Starting at the line that contains "Extract the road", quote every line through the end of the entries, word for word, skipping the pictures.

(Stored records)
# # # #

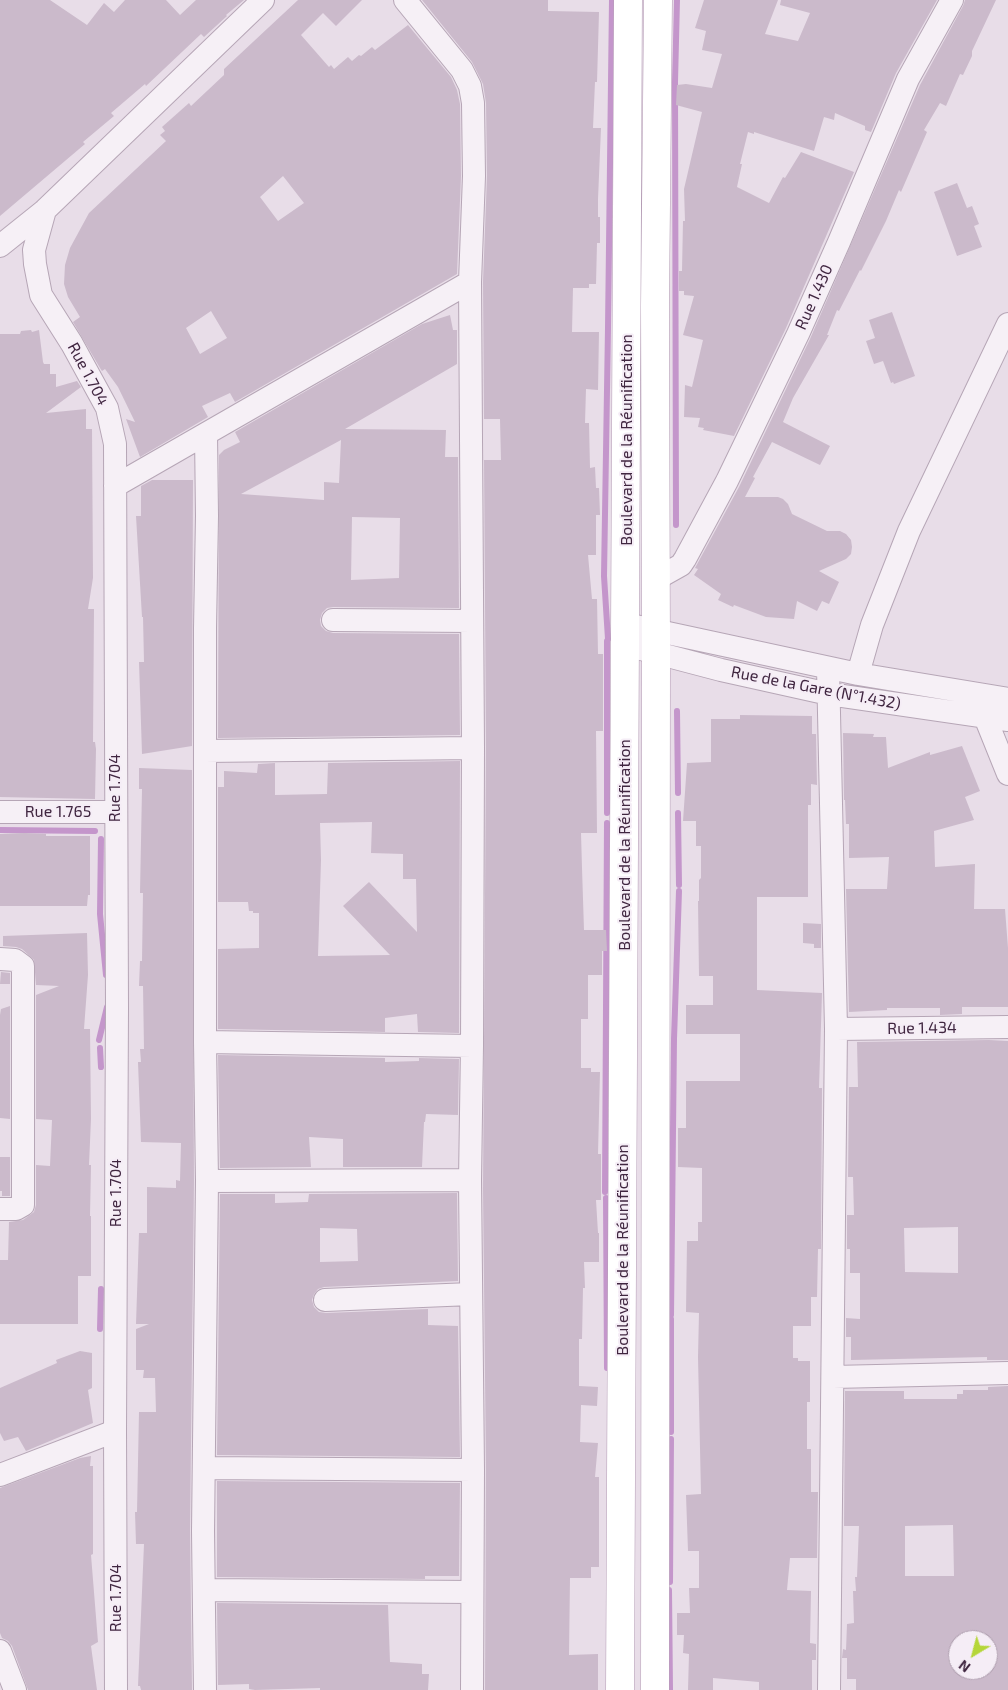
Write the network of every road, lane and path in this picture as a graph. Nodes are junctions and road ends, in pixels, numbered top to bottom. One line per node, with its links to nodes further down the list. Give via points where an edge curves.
1 (263, 0): 6 (street)
2 (405, 0): 8 (street, via 462,70 470,86 474,139)
3 (628, 0): 15 (main road, Boulevard de la Réunification)
4 (658, 0): 12 (main road)
5 (952, 0): 12 (street, Rue 1.430, via 908,79 798,334 726,481 681,565)
6 (45, 210): 7 (street); 11 (street, Rue 1.704, via 34,250 41,295 107,408 115,444)
7 (0, 246)
8 (470, 282): 10 (street); 14 (street)
9 (1008, 324): 18 (street, via 909,531 872,625)
10 (206, 434): 11 (street); 24 (street)
11 (115, 486): 27 (street, Rue 1.704)
12 (656, 579): 16 (main road)
13 (333, 620): 14 (street)
14 (472, 621): 23 (street)
15 (626, 635): 16 (street); 51 (main road, Boulevard de la Réunification)
16 (656, 642): 17 (street); 19 (street, Rue de la Gare (N°1.432), via 721,670); 52 (main road)
17 (828, 668): 18 (street); 19 (street)
18 (858, 674): 20 (street)
19 (829, 694): 21 (street, Rue de la Gare (N°1.432)); 30 (street)
20 (1008, 699)
21 (985, 717): 22 (street, Rue de la Gare (N°1.432)); 25 (street)
22 (1008, 720)
23 (473, 748): 24 (street); 32 (street)
24 (205, 751): 31 (street)
25 (1008, 774)
26 (0, 812): 27 (street, Rue 1.765)
27 (115, 812): 40 (street, Rue 1.704)
28 (0, 959): 35 (street, via 15,960 23,966 23,1205)
29 (1008, 1027): 30 (street, Rue 1.434)
30 (836, 1029): 39 (street)
31 (205, 1042): 32 (street); 34 (street)
32 (472, 1046): 33 (street)
33 (470, 1180): 34 (street); 36 (street)
34 (207, 1181): 41 (street)
35 (0, 1210)
36 (471, 1294): 37 (street); 42 (street)
37 (326, 1300)
38 (1008, 1373): 39 (street)
39 (833, 1377): 53 (street)
40 (115, 1430): 43 (street); 48 (street, Rue 1.704)
41 (204, 1468): 42 (street); 44 (street)
42 (473, 1470): 45 (street)
43 (0, 1475)
44 (204, 1590): 45 (street); 49 (street)
45 (471, 1592): 50 (street)
46 (0, 1650): 47 (street)
47 (15, 1690)
48 (116, 1690)
49 (205, 1690)
50 (472, 1690)
51 (620, 1690)
52 (655, 1690)
53 (829, 1690)

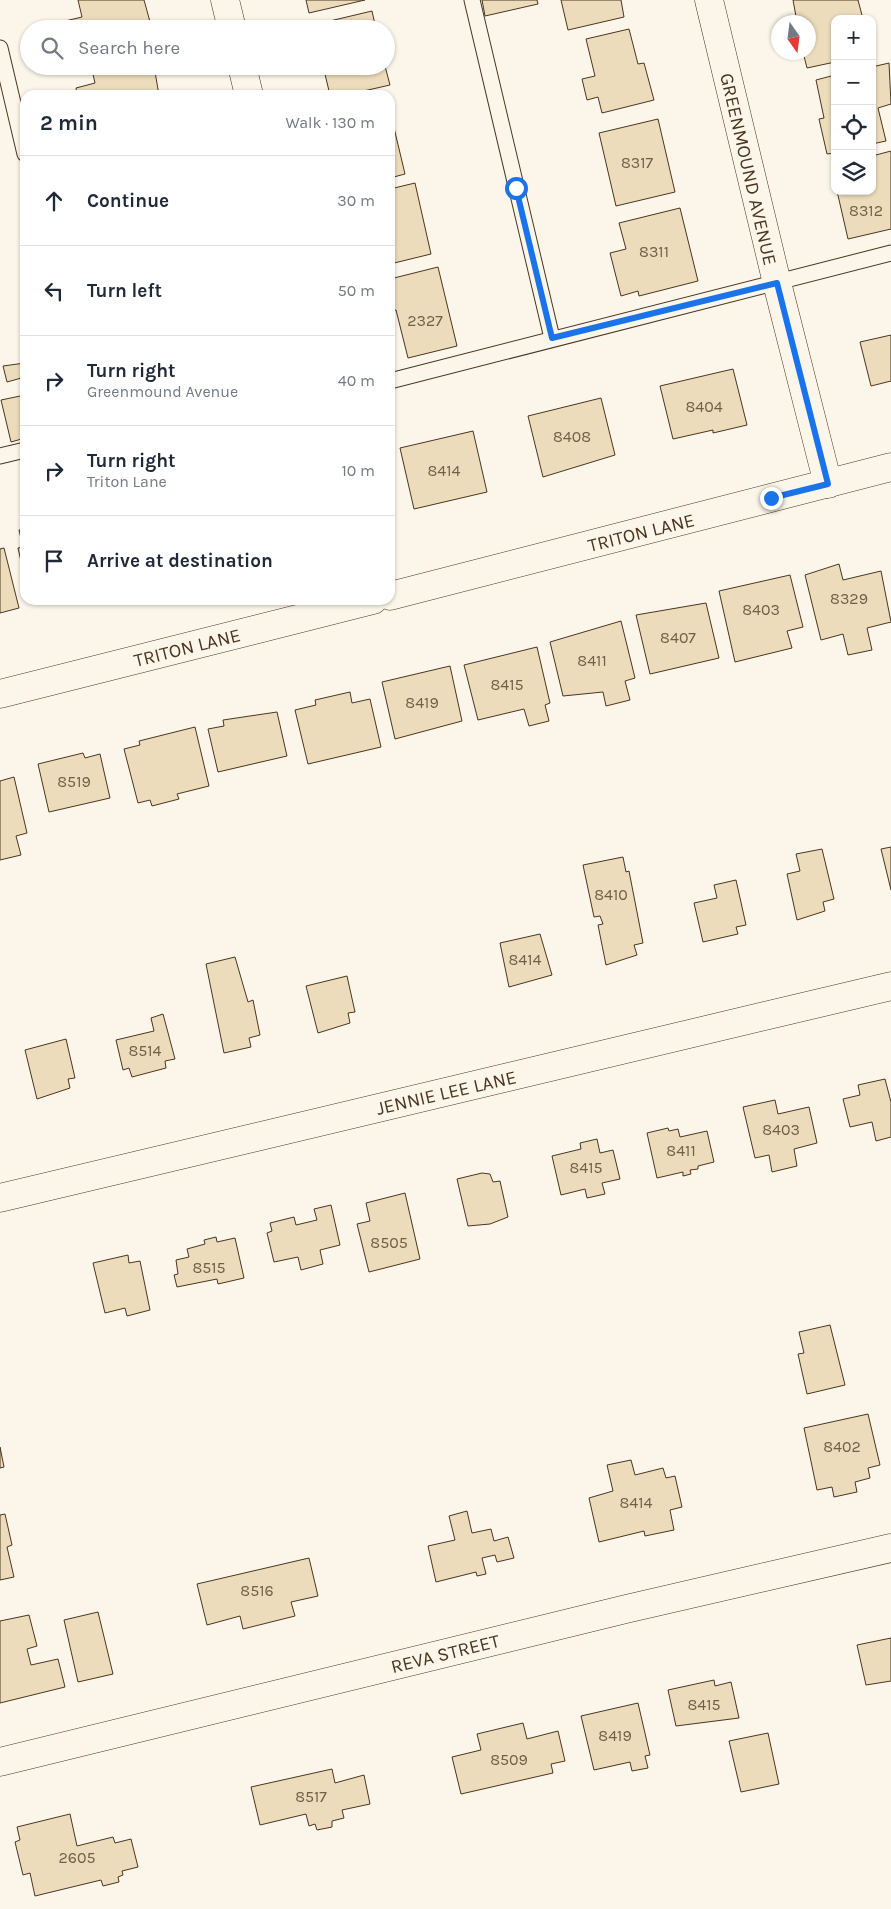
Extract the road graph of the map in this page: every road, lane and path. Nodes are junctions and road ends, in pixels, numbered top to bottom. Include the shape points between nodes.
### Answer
1 (226, 0) edge
2 (472, 0) edge
3 (709, 0) edge
4 (230, 20) edge
5 (0, 48) edge
6 (244, 75) edge
7 (247, 90) edge
8 (20, 133) edge
9 (891, 253) edge
10 (777, 283) junction
11 (552, 338) junction
12 (395, 380) edge
13 (20, 451) edge
14 (0, 456) edge
15 (891, 467) edge
16 (828, 484) junction
17 (395, 595) edge
18 (351, 605) edge
19 (0, 694) edge
20 (891, 986) edge
21 (0, 1198) edge
22 (891, 1548) edge
23 (0, 1762) edge

1 - 4 street
2 - 11 lane
3 - 10 street, GREENMOUND AVENUE
5 - 8 lane
6 - 7 street
9 - 10 lane
10 - 11 lane
10 - 16 street, GREENMOUND AVENUE
11 - 12 lane
13 - 14 lane
15 - 16 street, TRITON LANE
16 - 17 street, TRITON LANE
18 - 19 street, TRITON LANE
20 - 21 street, JENNIE LEE LANE
22 - 23 street, REVA STREET via 626,1608

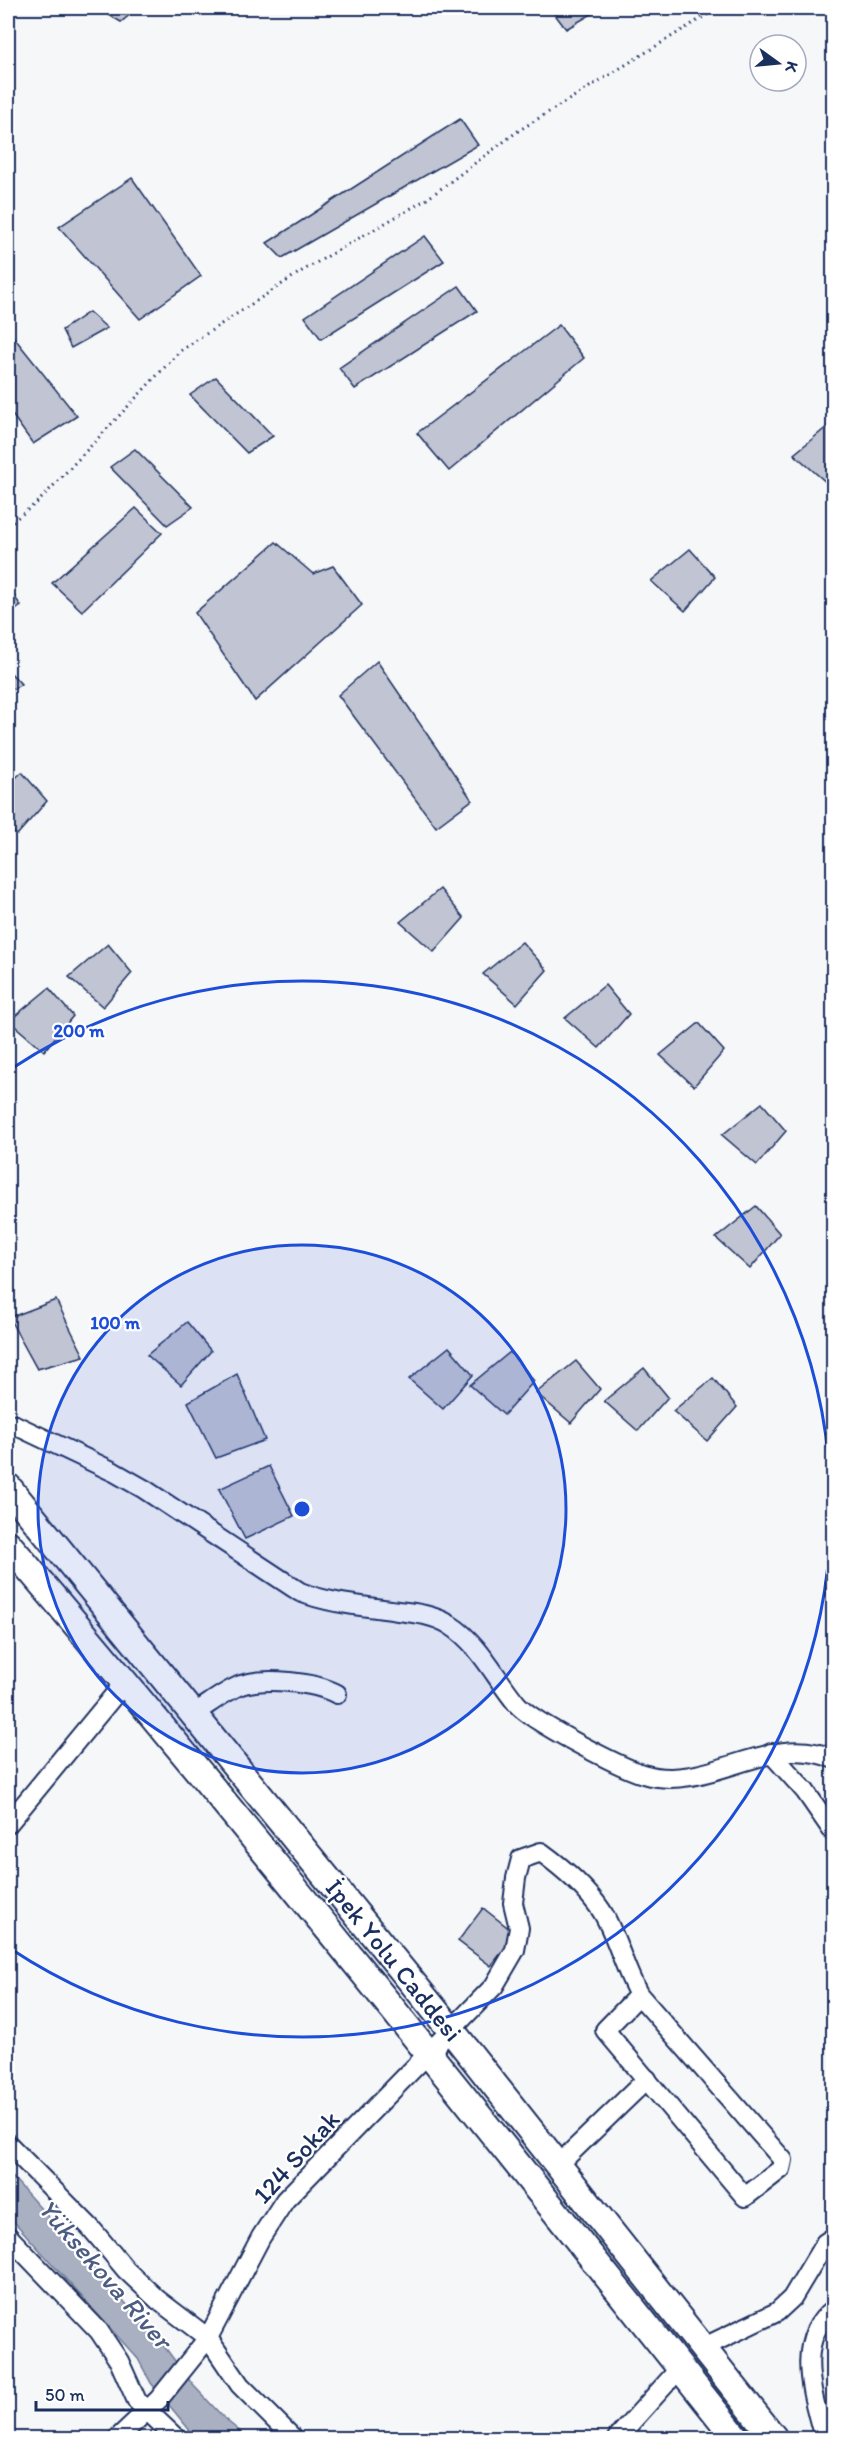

# # # #

● **SOLUTION TO THE PROBLEM**
Extract the road graph of the map in this page: every road, lane and path. Nodes are junctions and road ends, in pixels, numbered top to bottom. Include the shape points between nodes.
### Answer
1 (226, 0) edge
2 (472, 0) edge
3 (709, 0) edge
4 (230, 20) edge
5 (0, 48) edge
6 (244, 75) edge
7 (247, 90) edge
8 (20, 133) edge
9 (891, 253) edge
10 (777, 283) junction
11 (552, 338) junction
12 (395, 380) edge
13 (20, 451) edge
14 (0, 456) edge
15 (891, 467) edge
16 (828, 484) junction
17 (395, 595) edge
18 (351, 605) edge
19 (0, 694) edge
20 (891, 986) edge
21 (0, 1198) edge
22 (891, 1548) edge
23 (0, 1762) edge

1 - 4 street
2 - 11 lane
3 - 10 street, GREENMOUND AVENUE
5 - 8 lane
6 - 7 street
9 - 10 lane
10 - 11 lane
10 - 16 street, GREENMOUND AVENUE
11 - 12 lane
13 - 14 lane
15 - 16 street, TRITON LANE
16 - 17 street, TRITON LANE
18 - 19 street, TRITON LANE
20 - 21 street, JENNIE LEE LANE
22 - 23 street, REVA STREET via 626,1608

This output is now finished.